On Mon, 1 Oct 2001, Benjamin LaHaise wrote:
> On Mon, Oct 01, 2001 at 08:41:20PM -0400, jamal wrote:
> > >The new mechanizm:
> > >
> > >- the irq handling code has been extended to support 'soft mitigation',
> > > ie. to mitigate the rate of hardware interrupts, without support from
> > > the actual hardware. There is a reasonable default, but the value can
> > > also be decreased/increased on a per-irq basis via
> > > /proc/irq/NR/max_rate.
> > I am sorry, but this is bogus. There is no _reasonable value_. Reasonable
> > value is dependent on system load and has never been and never
> > will be measured by interupt rates. Even in non-work conserving schemes
> It is not dependant on system load, but rather on the performance of the
> CPU and the number of interrupt sources in the system.

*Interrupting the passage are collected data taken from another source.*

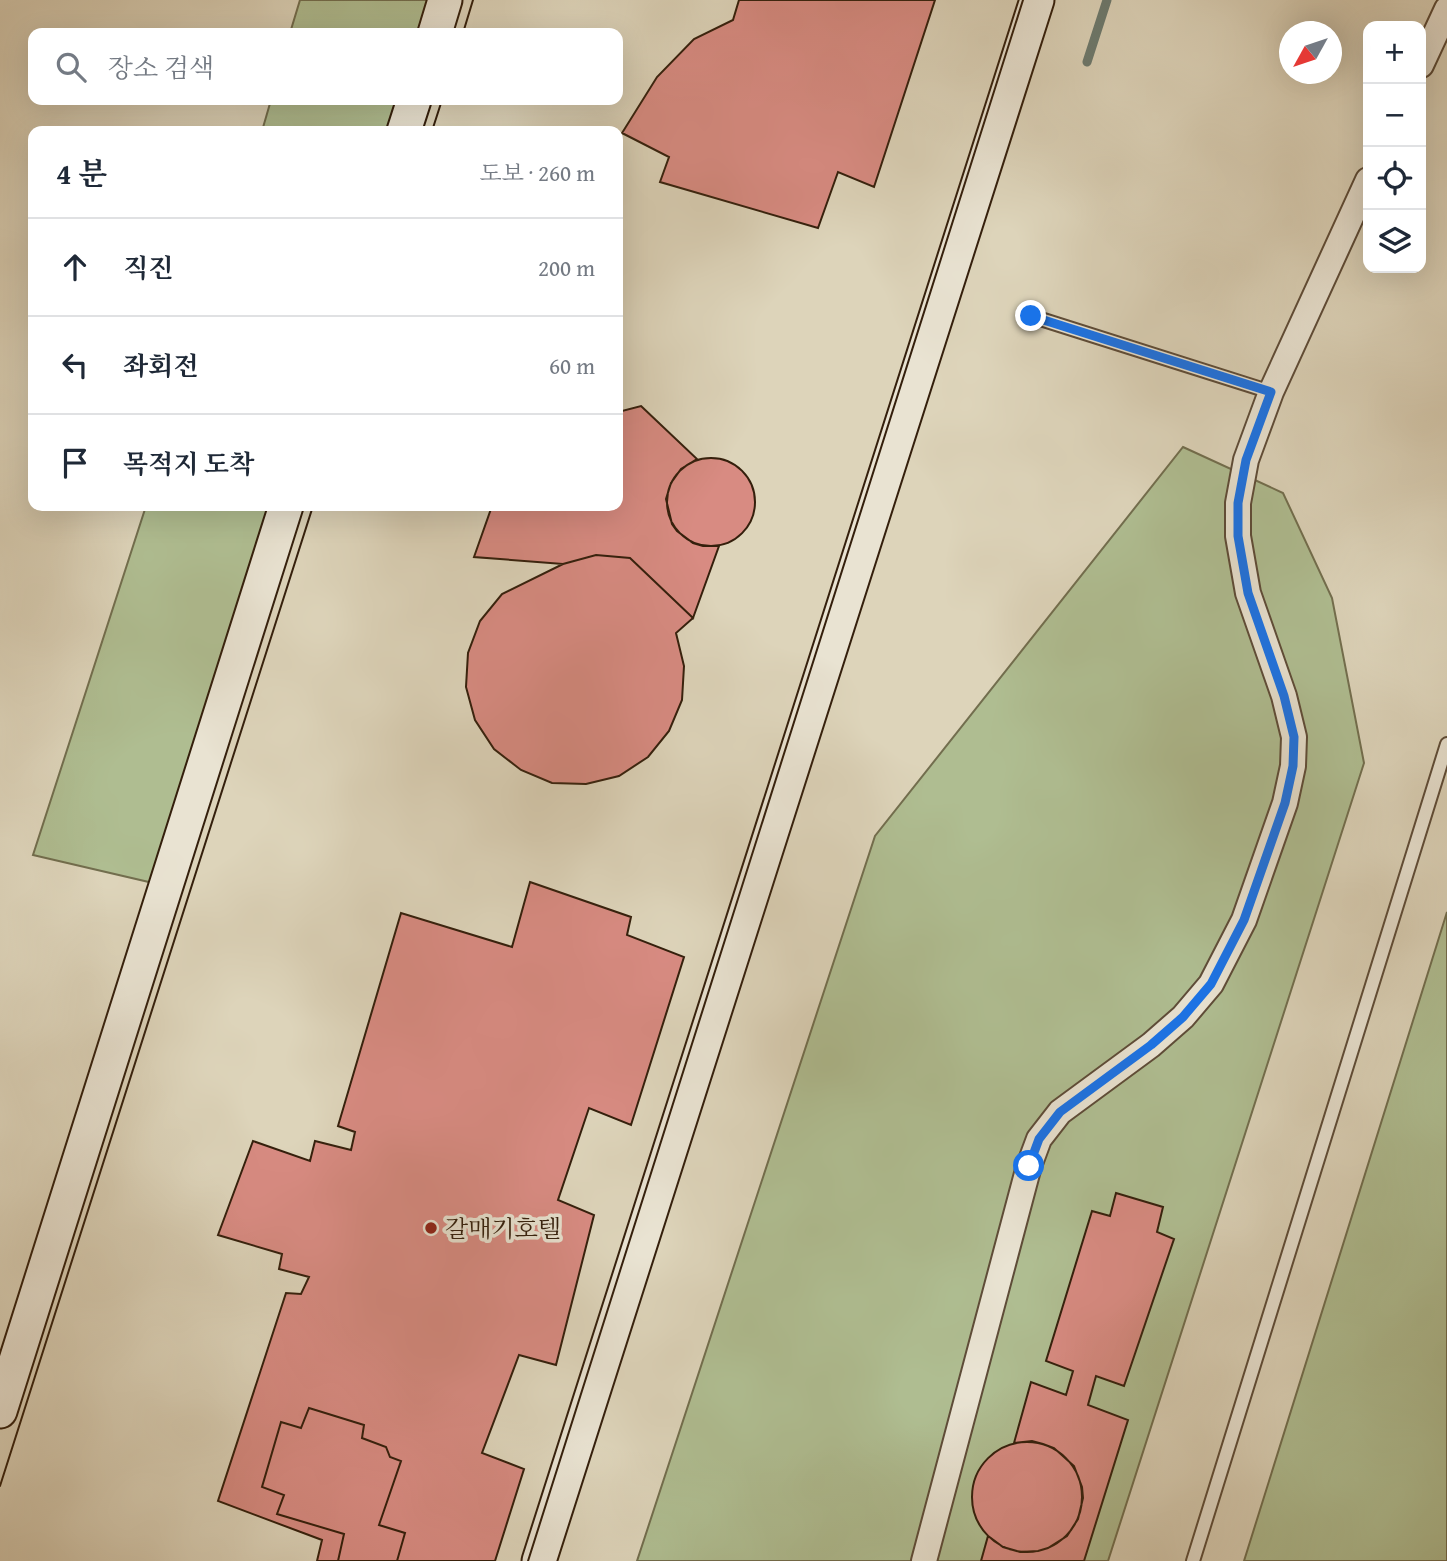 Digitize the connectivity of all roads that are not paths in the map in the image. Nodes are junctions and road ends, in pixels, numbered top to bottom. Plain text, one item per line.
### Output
1 (445, 0) edge
2 (1037, 0) edge
3 (1447, 9) edge
4 (437, 28) edge
5 (1426, 54) edge
6 (412, 105) edge
7 (406, 126) edge
8 (1363, 191) edge
9 (1031, 316) dead end
10 (1271, 392) junction
11 (284, 511) edge
12 (1447, 744) edge
13 (0, 1411) edge
14 (540, 1561) edge
15 (924, 1561) edge
16 (1193, 1561) edge

1 - 4 street
2 - 14 street
3 - 5 street
6 - 7 street
8 - 10 street
9 - 10 lane
10 - 15 street
11 - 13 street
12 - 16 lane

i am not sure what you are getting at. CPU load is of course a function of
the CPU capacity. assuming that interupts are the only source of system
load is just bad engineering.
> > There is already a feedback system that is built into 2.4 that
> > measures system load by the rate at which the system processes the backlog
> > queue. Look at netif_rx return values. The only driver that utilizes this
> > is currently the tulip. Look at the tulip code.

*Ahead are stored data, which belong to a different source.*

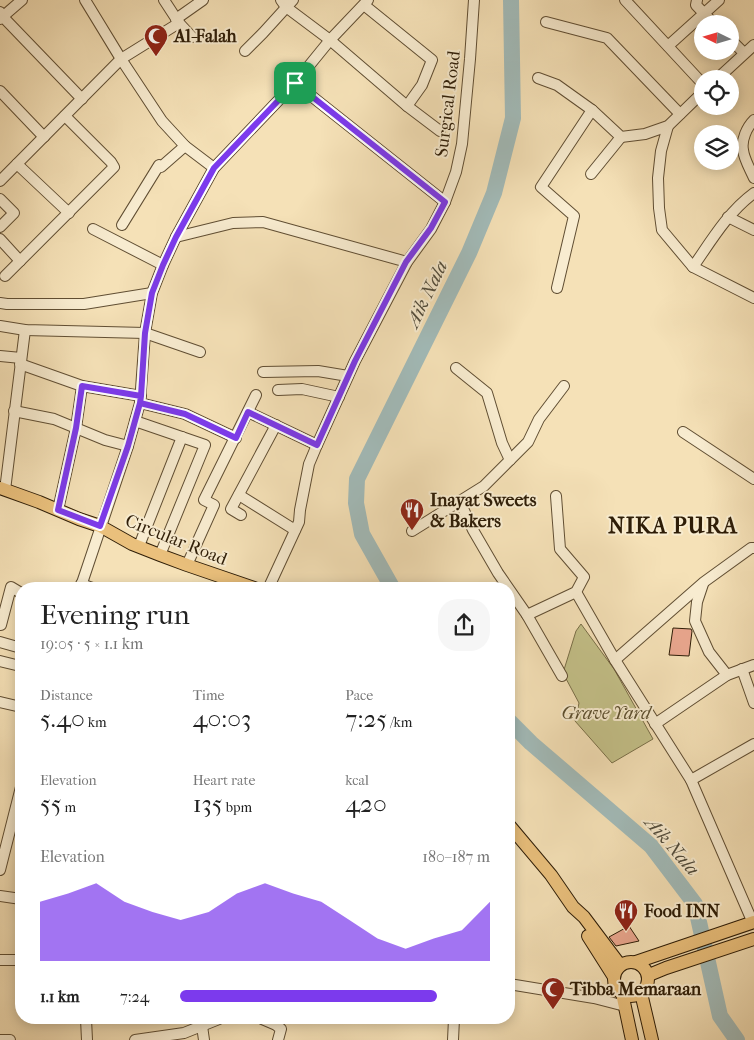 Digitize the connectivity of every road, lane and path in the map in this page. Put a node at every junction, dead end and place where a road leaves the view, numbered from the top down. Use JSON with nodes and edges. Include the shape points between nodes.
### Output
{"nodes":[{"id":1,"x":22,"y":0,"type":"edge"},
{"id":2,"x":85,"y":0,"type":"edge"},
{"id":3,"x":164,"y":0,"type":"edge"},
{"id":4,"x":203,"y":0,"type":"edge"},
{"id":5,"x":474,"y":0,"type":"edge"},
{"id":6,"x":625,"y":0,"type":"edge"},
{"id":7,"x":697,"y":0,"type":"edge"},
{"id":8,"x":720,"y":0,"type":"edge"},
{"id":9,"x":287,"y":2,"type":"edge"},
{"id":10,"x":366,"y":2,"type":"edge"},
{"id":11,"x":705,"y":14,"type":"junction"},
{"id":12,"x":1,"y":16,"type":"edge"},
{"id":13,"x":178,"y":21,"type":"junction"},
{"id":14,"x":546,"y":22,"type":"dead end"},
{"id":15,"x":192,"y":37,"type":"dead end"},
{"id":16,"x":330,"y":40,"type":"junction"},
{"id":17,"x":754,"y":45,"type":"edge"},
{"id":18,"x":668,"y":46,"type":"junction"},
{"id":19,"x":739,"y":48,"type":"edge"},
{"id":20,"x":245,"y":51,"type":"dead end"},
{"id":21,"x":744,"y":53,"type":"junction"},
{"id":22,"x":121,"y":60,"type":"junction"},
{"id":23,"x":726,"y":70,"type":"edge"},
{"id":24,"x":694,"y":74,"type":"edge"},
{"id":25,"x":538,"y":78,"type":"dead end"},
{"id":26,"x":295,"y":83,"type":"junction"},
{"id":27,"x":0,"y":91,"type":"edge"},
{"id":28,"x":82,"y":99,"type":"junction"},
{"id":29,"x":694,"y":101,"type":"edge"},
{"id":30,"x":407,"y":106,"type":"junction"},
{"id":31,"x":592,"y":110,"type":"junction"},
{"id":32,"x":680,"y":114,"type":"junction"},
{"id":33,"x":65,"y":116,"type":"junction"},
{"id":34,"x":754,"y":120,"type":"edge"},
{"id":35,"x":668,"y":126,"type":"junction"},
{"id":36,"x":440,"y":131,"type":"dead end"},
{"id":37,"x":44,"y":137,"type":"junction"},
{"id":38,"x":621,"y":137,"type":"junction"},
{"id":39,"x":185,"y":146,"type":"junction"},
{"id":40,"x":17,"y":164,"type":"junction"},
{"id":41,"x":214,"y":168,"type":"junction"},
{"id":42,"x":591,"y":174,"type":"dead end"},
{"id":43,"x":754,"y":178,"type":"edge"},
{"id":44,"x":0,"y":181,"type":"edge"},
{"id":45,"x":754,"y":193,"type":"edge"},
{"id":46,"x":0,"y":199,"type":"edge"},
{"id":47,"x":445,"y":202,"type":"junction"},
{"id":48,"x":69,"y":213,"type":"junction"},
{"id":49,"x":728,"y":217,"type":"junction"},
{"id":50,"x":122,"y":225,"type":"dead end"},
{"id":51,"x":0,"y":227,"type":"edge"},
{"id":52,"x":93,"y":229,"type":"dead end"},
{"id":53,"x":754,"y":230,"type":"edge"},
{"id":54,"x":176,"y":237,"type":"junction"},
{"id":55,"x":0,"y":239,"type":"edge"},
{"id":56,"x":20,"y":261,"type":"junction"},
{"id":57,"x":406,"y":262,"type":"junction"},
{"id":58,"x":163,"y":265,"type":"junction"},
{"id":59,"x":693,"y":267,"type":"junction"},
{"id":60,"x":5,"y":276,"type":"dead end"},
{"id":61,"x":557,"y":288,"type":"dead end"},
{"id":62,"x":152,"y":293,"type":"junction"},
{"id":63,"x":754,"y":298,"type":"edge"},
{"id":64,"x":0,"y":303,"type":"edge"},
{"id":65,"x":0,"y":326,"type":"edge"},
{"id":66,"x":25,"y":330,"type":"junction"},
{"id":67,"x":145,"y":333,"type":"junction"},
{"id":68,"x":200,"y":352,"type":"dead end"},
{"id":69,"x":0,"y":356,"type":"edge"},
{"id":70,"x":21,"y":361,"type":"junction"},
{"id":71,"x":456,"y":368,"type":"dead end"},
{"id":72,"x":263,"y":372,"type":"dead end"},
{"id":73,"x":348,"y":376,"type":"junction"},
{"id":74,"x":82,"y":386,"type":"junction"},
{"id":75,"x":564,"y":386,"type":"dead end"},
{"id":76,"x":278,"y":390,"type":"dead end"},
{"id":77,"x":256,"y":395,"type":"dead end"},
{"id":78,"x":339,"y":397,"type":"junction"},
{"id":79,"x":140,"y":400,"type":"junction"},
{"id":80,"x":14,"y":411,"type":"junction"},
{"id":81,"x":248,"y":412,"type":"junction"},
{"id":82,"x":135,"y":420,"type":"junction"},
{"id":83,"x":276,"y":425,"type":"junction"},
{"id":84,"x":76,"y":428,"type":"junction"},
{"id":85,"x":683,"y":432,"type":"dead end"},
{"id":86,"x":182,"y":437,"type":"junction"},
{"id":87,"x":236,"y":438,"type":"junction"},
{"id":88,"x":317,"y":445,"type":"junction"},
{"id":89,"x":128,"y":446,"type":"junction"},
{"id":90,"x":510,"y":460,"type":"junction"},
{"id":91,"x":754,"y":479,"type":"edge"},
{"id":92,"x":3,"y":489,"type":"edge"},
{"id":93,"x":239,"y":495,"type":"junction"},
{"id":94,"x":556,"y":496,"type":"dead end"},
{"id":95,"x":460,"y":502,"type":"junction"},
{"id":96,"x":58,"y":510,"type":"junction"},
{"id":97,"x":241,"y":515,"type":"dead end"},
{"id":98,"x":100,"y":526,"type":"junction"},
{"id":99,"x":295,"y":530,"type":"junction"},
{"id":100,"x":412,"y":531,"type":"dead end"},
{"id":101,"x":139,"y":546,"type":"junction"},
{"id":102,"x":754,"y":548,"type":"edge"},
{"id":103,"x":160,"y":555,"type":"junction"},
{"id":104,"x":187,"y":565,"type":"junction"},
{"id":105,"x":81,"y":582,"type":"edge"},
{"id":106,"x":237,"y":582,"type":"edge"},
{"id":107,"x":271,"y":582,"type":"edge"},
{"id":108,"x":504,"y":582,"type":"edge"},
{"id":109,"x":704,"y":582,"type":"junction"},
{"id":110,"x":15,"y":589,"type":"edge"},
{"id":111,"x":576,"y":592,"type":"junction"},
{"id":112,"x":515,"y":598,"type":"edge"},
{"id":113,"x":527,"y":615,"type":"junction"},
{"id":114,"x":0,"y":624,"type":"edge"},
{"id":115,"x":0,"y":642,"type":"edge"},
{"id":116,"x":15,"y":646,"type":"edge"},
{"id":117,"x":615,"y":660,"type":"junction"},
{"id":118,"x":0,"y":661,"type":"edge"},
{"id":119,"x":15,"y":665,"type":"edge"},
{"id":120,"x":754,"y":665,"type":"edge"},
{"id":121,"x":742,"y":669,"type":"junction"},
{"id":122,"x":727,"y":675,"type":"junction"},
{"id":123,"x":562,"y":676,"type":"dead end"},
{"id":124,"x":0,"y":702,"type":"edge"},
{"id":125,"x":754,"y":703,"type":"edge"},
{"id":126,"x":15,"y":706,"type":"edge"},
{"id":127,"x":655,"y":724,"type":"junction"},
{"id":128,"x":754,"y":744,"type":"edge"},
{"id":129,"x":691,"y":780,"type":"junction"},
{"id":130,"x":15,"y":804,"type":"edge"},
{"id":131,"x":515,"y":832,"type":"edge"},
{"id":132,"x":5,"y":833,"type":"edge"},
{"id":133,"x":0,"y":870,"type":"edge"},
{"id":134,"x":0,"y":896,"type":"edge"},
{"id":135,"x":15,"y":898,"type":"edge"},
{"id":136,"x":754,"y":923,"type":"edge"},
{"id":137,"x":749,"y":941,"type":"edge"},
{"id":138,"x":0,"y":960,"type":"edge"},
{"id":139,"x":15,"y":960,"type":"edge"},
{"id":140,"x":636,"y":962,"type":"junction"},
{"id":141,"x":617,"y":971,"type":"junction"},
{"id":142,"x":649,"y":975,"type":"junction"},
{"id":143,"x":515,"y":985,"type":"edge"},
{"id":144,"x":622,"y":993,"type":"junction"},
{"id":145,"x":641,"y":993,"type":"junction"},
{"id":146,"x":625,"y":1006,"type":"junction"},
{"id":147,"x":86,"y":1024,"type":"edge"},
{"id":148,"x":207,"y":1024,"type":"edge"},
{"id":149,"x":272,"y":1024,"type":"edge"},
{"id":150,"x":454,"y":1024,"type":"edge"},
{"id":151,"x":202,"y":1026,"type":"junction"},
{"id":152,"x":0,"y":1040,"type":"edge"},
{"id":153,"x":10,"y":1040,"type":"edge"},
{"id":154,"x":87,"y":1040,"type":"edge"},
{"id":155,"x":135,"y":1040,"type":"edge"},
{"id":156,"x":204,"y":1040,"type":"edge"},
{"id":157,"x":278,"y":1040,"type":"edge"},
{"id":158,"x":453,"y":1040,"type":"edge"},
{"id":159,"x":632,"y":1040,"type":"edge"},
{"id":160,"x":652,"y":1040,"type":"edge"}],
"edges":[{"from":1,"to":12,"type":"street"},
{"from":2,"to":22,"type":"street"},
{"from":3,"to":13,"type":"street"},
{"from":4,"to":13,"type":"street"},
{"from":5,"to":47,"type":"street","name":"Surgical Road","via":[[462,144]]},
{"from":6,"to":18,"type":"street"},
{"from":7,"to":11,"type":"street","via":[[696,5]]},
{"from":8,"to":11,"type":"street"},
{"from":9,"to":16,"type":"street"},
{"from":9,"to":20,"type":"street","via":[[264,33]]},
{"from":10,"to":16,"type":"street"},
{"from":10,"to":30,"type":"street","via":[[432,60],[422,85]]},
{"from":11,"to":18,"type":"street"},
{"from":12,"to":28,"type":"street"},
{"from":13,"to":15,"type":"street"},
{"from":13,"to":22,"type":"street"},
{"from":14,"to":32,"type":"street","via":[[607,38]]},
{"from":16,"to":26,"type":"street"},
{"from":16,"to":30,"type":"street"},
{"from":17,"to":21,"type":"street"},
{"from":18,"to":24,"type":"street"},
{"from":19,"to":21,"type":"street"},
{"from":21,"to":23,"type":"street"},
{"from":22,"to":28,"type":"street"},
{"from":22,"to":39,"type":"street","via":[[162,121]]},
{"from":25,"to":31,"type":"street","via":[[557,85]]},
{"from":26,"to":41,"type":"street"},
{"from":26,"to":47,"type":"street"},
{"from":27,"to":37,"type":"street"},
{"from":28,"to":33,"type":"street"},
{"from":29,"to":32,"type":"street"},
{"from":30,"to":36,"type":"street"},
{"from":31,"to":38,"type":"street"},
{"from":31,"to":61,"type":"street","via":[[541,187],[574,216]]},
{"from":32,"to":35,"type":"street"},
{"from":33,"to":37,"type":"street"},
{"from":33,"to":48,"type":"street","via":[[114,167]]},
{"from":34,"to":43,"type":"street","via":[[743,142],[743,151]]},
{"from":35,"to":38,"type":"street","via":[[645,134]]},
{"from":35,"to":59,"type":"street","via":[[658,178],[662,230]]},
{"from":37,"to":40,"type":"street"},
{"from":38,"to":42,"type":"street"},
{"from":39,"to":41,"type":"street"},
{"from":39,"to":50,"type":"street","via":[[161,167],[159,165]]},
{"from":40,"to":44,"type":"street"},
{"from":40,"to":48,"type":"street"},
{"from":41,"to":54,"type":"street"},
{"from":45,"to":49,"type":"street"},
{"from":46,"to":51,"type":"street","via":[[14,213]]},
{"from":47,"to":57,"type":"street","name":"Surgical Road"},
{"from":48,"to":56,"type":"street"},
{"from":49,"to":53,"type":"street"},
{"from":49,"to":59,"type":"street"},
{"from":52,"to":58,"type":"street"},
{"from":54,"to":57,"type":"street","via":[[232,223],[263,222]]},
{"from":54,"to":58,"type":"street"},
{"from":55,"to":56,"type":"street"},
{"from":56,"to":60,"type":"street"},
{"from":57,"to":73,"type":"street","name":"Surgical Road"},
{"from":58,"to":62,"type":"street"},
{"from":59,"to":63,"type":"street"},
{"from":62,"to":64,"type":"street","via":[[84,304]]},
{"from":62,"to":67,"type":"street"},
{"from":65,"to":66,"type":"street"},
{"from":66,"to":67,"type":"street"},
{"from":66,"to":70,"type":"street"},
{"from":67,"to":68,"type":"street"},
{"from":67,"to":79,"type":"street"},
{"from":69,"to":70,"type":"street"},
{"from":70,"to":74,"type":"street"},
{"from":70,"to":80,"type":"street"},
{"from":71,"to":90,"type":"street","via":[[487,393]]},
{"from":72,"to":73,"type":"street","via":[[318,371]]},
{"from":73,"to":78,"type":"street","name":"Surgical Road"},
{"from":74,"to":79,"type":"street"},
{"from":74,"to":84,"type":"street"},
{"from":75,"to":90,"type":"street","via":[[539,419],[528,442]]},
{"from":76,"to":78,"type":"street","via":[[302,389]]},
{"from":77,"to":81,"type":"street"},
{"from":78,"to":88,"type":"street","name":"Surgical Road"},
{"from":79,"to":82,"type":"street"},
{"from":79,"to":87,"type":"street","via":[[185,414]]},
{"from":80,"to":84,"type":"street","via":[[54,419]]},
{"from":80,"to":92,"type":"street"},
{"from":81,"to":83,"type":"street"},
{"from":81,"to":87,"type":"street"},
{"from":82,"to":86,"type":"street"},
{"from":82,"to":89,"type":"street"},
{"from":83,"to":88,"type":"street"},
{"from":83,"to":93,"type":"street"},
{"from":84,"to":89,"type":"street"},
{"from":84,"to":96,"type":"street"},
{"from":85,"to":91,"type":"street"},
{"from":86,"to":101,"type":"street"},
{"from":86,"to":103,"type":"street","via":[[206,445]]},
{"from":87,"to":104,"type":"street","via":[[204,500],[214,505]]},
{"from":88,"to":99,"type":"street","name":"Surgical Road","via":[[309,464]]},
{"from":89,"to":98,"type":"street"},
{"from":90,"to":95,"type":"street","via":[[484,486]]},
{"from":92,"to":96,"type":"main road","name":"Circular Road"},
{"from":93,"to":97,"type":"street","via":[[231,509]]},
{"from":93,"to":99,"type":"street"},
{"from":94,"to":111,"type":"street","via":[[560,549],[584,578]]},
{"from":95,"to":100,"type":"street"},
{"from":95,"to":108,"type":"street"},
{"from":96,"to":98,"type":"main road","name":"Circular Road"},
{"from":98,"to":101,"type":"main road","name":"Circular Road"},
{"from":98,"to":105,"type":"street"},
{"from":99,"to":107,"type":"street","name":"Surgical Road"},
{"from":101,"to":103,"type":"main road","name":"Circular Road"},
{"from":102,"to":109,"type":"street"},
{"from":103,"to":104,"type":"main road","name":"Circular Road"},
{"from":104,"to":106,"type":"main road","name":"Circular Road"},
{"from":109,"to":117,"type":"street"},
{"from":109,"to":122,"type":"street","via":[[695,621],[709,652]]},
{"from":110,"to":114,"type":"street","via":[[11,587]]},
{"from":111,"to":113,"type":"street"},
{"from":111,"to":117,"type":"street"},
{"from":112,"to":113,"type":"street"},
{"from":113,"to":123,"type":"street"},
{"from":115,"to":116,"type":"street"},
{"from":117,"to":127,"type":"street"},
{"from":118,"to":119,"type":"street"},
{"from":120,"to":121,"type":"street"},
{"from":121,"to":122,"type":"street"},
{"from":121,"to":125,"type":"street"},
{"from":122,"to":127,"type":"street"},
{"from":124,"to":126,"type":"street"},
{"from":127,"to":129,"type":"street"},
{"from":128,"to":129,"type":"street"},
{"from":129,"to":136,"type":"street"},
{"from":130,"to":132,"type":"street"},
{"from":131,"to":141,"type":"main road","via":[[584,917]]},
{"from":132,"to":133,"type":"street"},
{"from":134,"to":135,"type":"street"},
{"from":136,"to":140,"type":"main road"},
{"from":137,"to":142,"type":"main road"},
{"from":138,"to":139,"type":"street"},
{"from":140,"to":141,"type":"main road","via":[[625,962]]},
{"from":140,"to":142,"type":"main road"},
{"from":141,"to":144,"type":"main road","via":[[616,986]]},
{"from":142,"to":145,"type":"main road","via":[[648,985]]},
{"from":143,"to":146,"type":"street"},
{"from":144,"to":145,"type":"main road","via":[[631,996]]},
{"from":144,"to":146,"type":"main road"},
{"from":145,"to":160,"type":"main road"},
{"from":146,"to":159,"type":"main road"},
{"from":147,"to":154,"type":"street"},
{"from":148,"to":151,"type":"street"},
{"from":149,"to":157,"type":"street","via":[[281,1029]]},
{"from":150,"to":158,"type":"street"},
{"from":151,"to":155,"type":"street","via":[[184,1033]]},
{"from":151,"to":156,"type":"street"},
{"from":152,"to":153,"type":"street"}]}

> > This in conjuction with h/ware flow control should give you sustainable
> > system.
> Not quite. You're still ignoring the effect of interrupts on the users'
> ability to execute instructions during their timeslice.
And how does /proc/irq/NR/max_rate solve this?
I have a feeling you are trying to say that varying /proc/irq/NR/max_rate
gives opportunity for user processes to execute;
note, although that is bad logic, you could also modify the high and low
watermarks for when we have congestion in the backlog queue
(This is already doable via /proc)
> > [Granted that mitigation is a hardware specific solution; the scheme we
> > presented at the kernel summit is the next level to this and will be
> > non-dependednt on h/ware.]
> > >(note that in case of shared interrupts, another 'innocent' device might
> > >stay disabled for some short amount of time as well - but this is not an
> > >issue because this mitigation does not make that device inoperable, it
> > >just delays its interrupt by up to 10 msecs. Plus, modern systems have
> > >properly distributed interrupts.)
> > This is a _really bad_ idea. not just because you are punishing other
> > devices.
> I'm afraid I have to disagree with you on this statement. What I will
> agree with is that 10msec is too much.
It is unfair to add any latency to a device that didnt cause or
contributre to the havoc.
> > Lets take network devices as examples: we dont want to disable interupts;
> > we want to disable offending actions within the device. For example, it is
> > ok to disable/mitigate receive interupts because they are overloading the
> > system but not transmit completion because that will add to the overall
> > latency.
> Wrong. Let me introduce you to my 486DX/33. It has PCI. I'm putting my
> gige card into the poor beast. transmitting full out, it can receive a
> sufficiently high number of tx done interrupts that it has no CPU cycles left
> to run, say, gated in userspace.
I think you missed my point. i am saying there is more than one source of
interupt for that same IRQ number that you are indiscrimately shutting
down in a network device.
So, assuming that tx complete interupts do actually shut you down
(although i doubt that very much given the classical Donald Becker tx
descriptor prunning) pick another interupt source; lets say MII link
status; why do you want to kill that when it is not causing any noise but
is a source of good asynchronous information (that could be used for
example in HA systems)?
> Falling back to polled operation is a well known technique in realtime and
> reliable systems. By limiting the interrupt rate to a known safe limit,
> the system will remain responsive to non-interrupt tasks even under heavy
> interrupt loads. This is the point at which a thruput graph on a slow
> machine shows a complete breakdown in performance, which is always possible
> on a slow enough CPU with a high performance device that takes input from
> a remotely controlled user. This is *required*, and is not optional, and
> there is no way that a system can avoid it without making every interrupt
> a task, but that's a mess nobody wants to see in Linux.
and what is this "known safe limit"? ;->
What we are providing is actually a scheme to exactly measure that "known
safe limit" you are refering to without depending on someone having to
tell you "here's a good number for that 8 way xeon"
If there is system capacity available why the fsck is it not being used?